Given information =
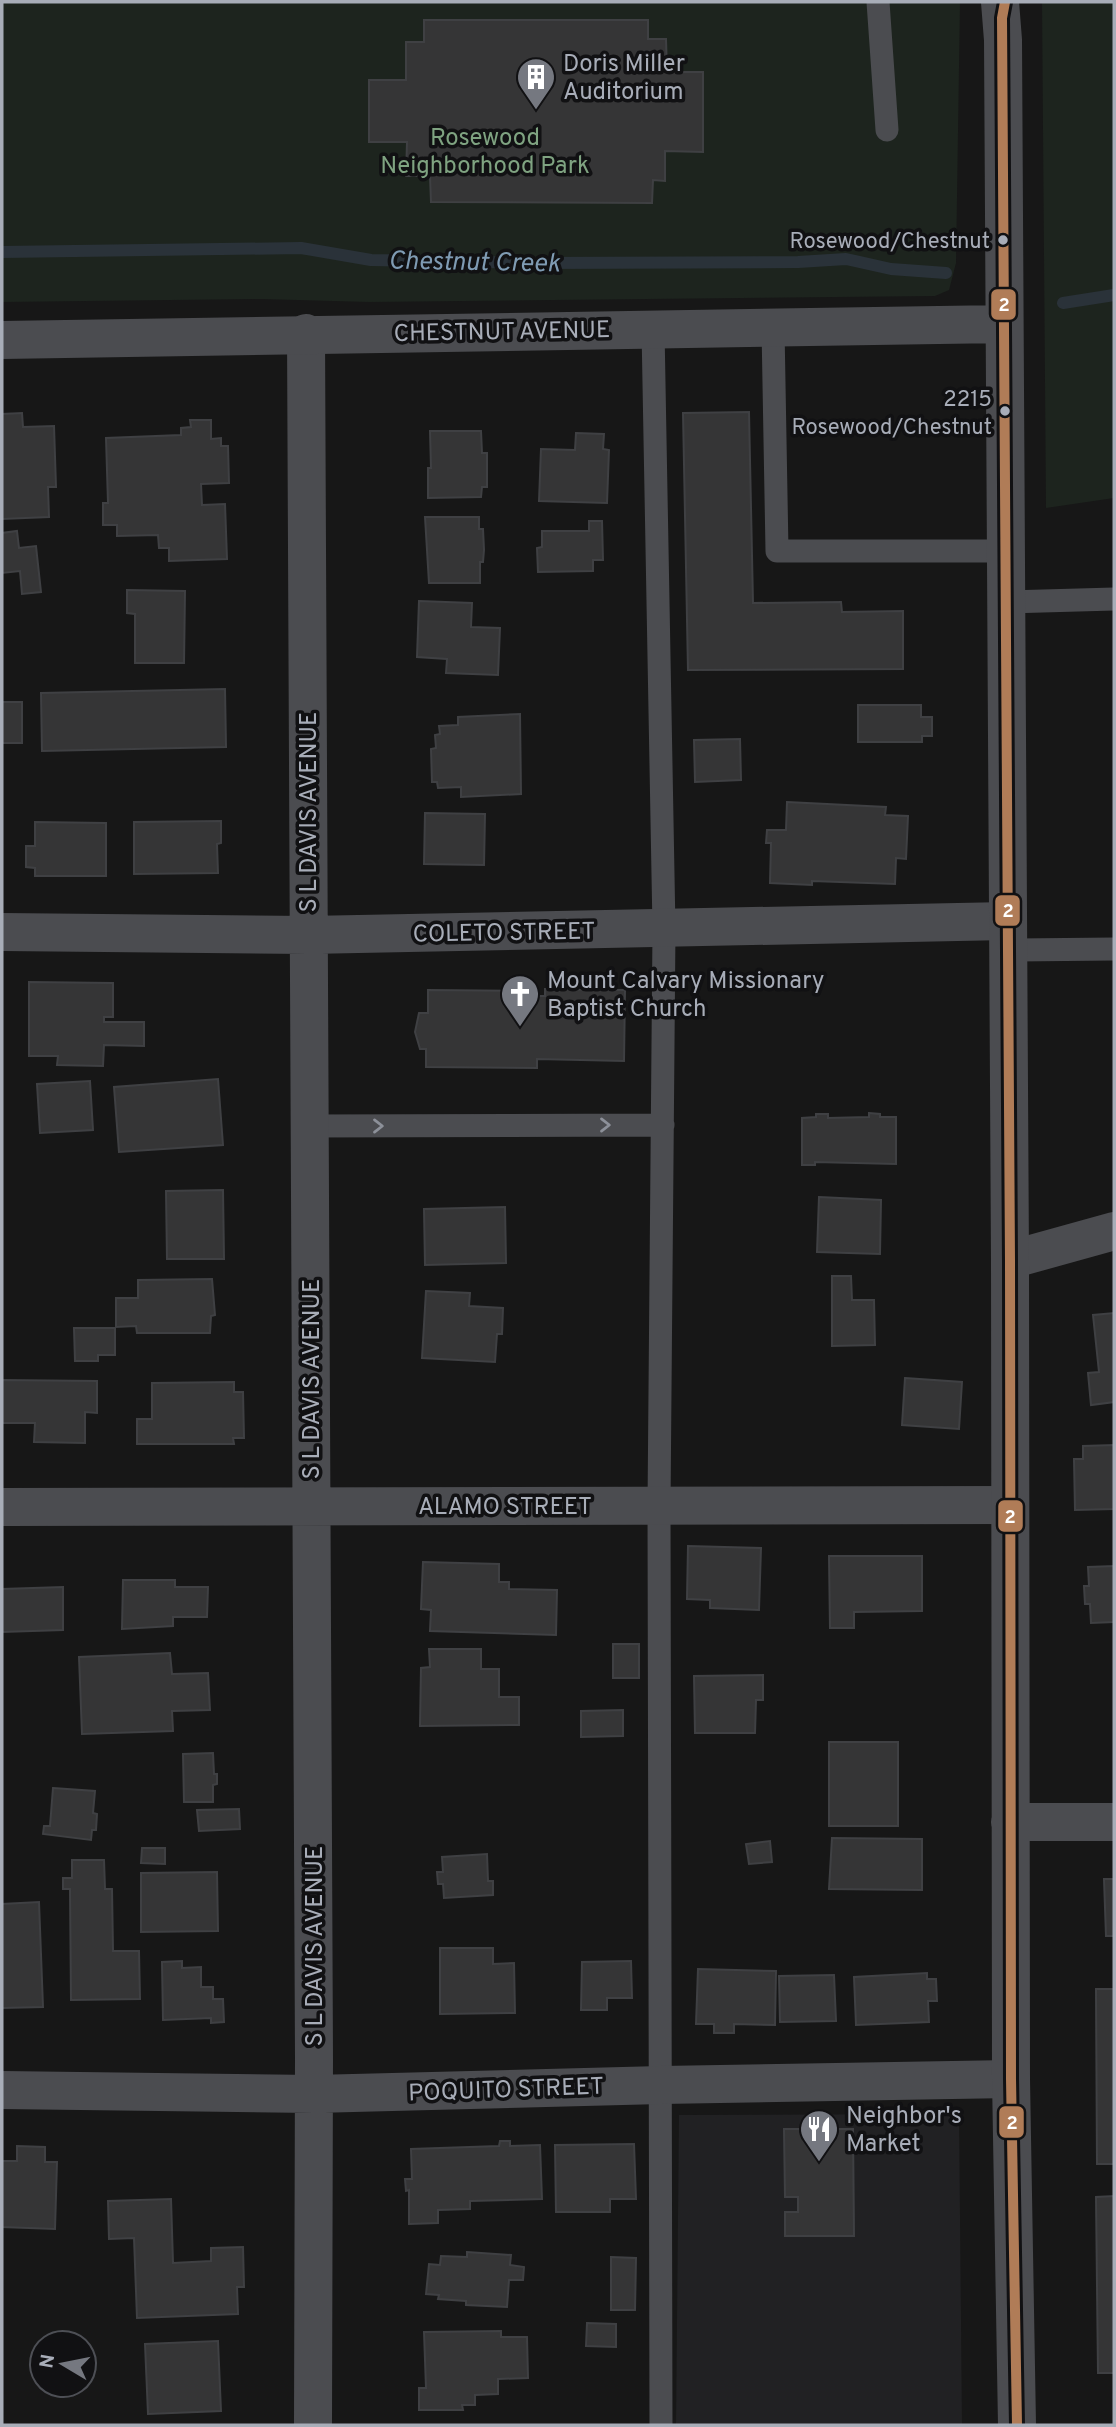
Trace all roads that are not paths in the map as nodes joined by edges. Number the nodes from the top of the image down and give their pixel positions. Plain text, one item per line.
1 (878, 2) edge
2 (1002, 7) edge
3 (887, 130) dead end
4 (1003, 324) junction
5 (773, 328) junction
6 (653, 329) junction
7 (306, 333) junction
8 (2, 340) edge
9 (1004, 551) junction
10 (1114, 599) edge
11 (1004, 601) junction
12 (664, 929) junction
13 (2, 932) edge
14 (308, 935) junction
15 (1007, 936) junction
16 (1114, 949) edge
17 (663, 1125) junction
18 (310, 1126) junction
19 (1114, 1231) edge
20 (1010, 1260) junction
21 (1009, 1505) junction
22 (312, 1506) junction
23 (659, 1506) junction
24 (2, 1507) edge
25 (1010, 1822) junction
26 (1114, 1822) edge
27 (1011, 2079) junction
28 (662, 2085) junction
29 (2, 2090) edge
30 (314, 2094) junction
31 (313, 2425) edge
32 (661, 2425) edge
33 (1017, 2425) edge

1 - 3 lane
2 - 4 street
4 - 5 street, CHESTNUT AVENUE
4 - 9 street
5 - 6 street, CHESTNUT AVENUE
5 - 9 lane
6 - 7 street, CHESTNUT AVENUE
6 - 12 lane
7 - 8 street, CHESTNUT AVENUE
7 - 14 street, S L DAVIS AVENUE
9 - 11 street
10 - 11 lane
11 - 15 street
12 - 14 street, COLETO STREET
12 - 15 street, COLETO STREET
12 - 17 lane
13 - 14 street, COLETO STREET
14 - 18 street, S L DAVIS AVENUE
15 - 16 lane
15 - 20 street
18 -> 17 lane
17 - 23 lane
18 - 22 street, S L DAVIS AVENUE
19 - 20 street
20 - 21 street
21 - 23 street, ALAMO STREET
21 - 25 street
22 - 23 street, ALAMO STREET
22 - 24 street, ALAMO STREET
22 - 30 street, S L DAVIS AVENUE
23 - 28 lane
25 - 26 street
25 - 27 street
27 - 28 street, POQUITO STREET
27 - 33 street
28 - 30 street, POQUITO STREET
28 - 32 lane
29 - 30 street, POQUITO STREET
30 - 31 street, S L DAVIS AVENUE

Exercise description =
Show all lines above holding "COLETO".

Response =
12 - 14 street, COLETO STREET
12 - 15 street, COLETO STREET
13 - 14 street, COLETO STREET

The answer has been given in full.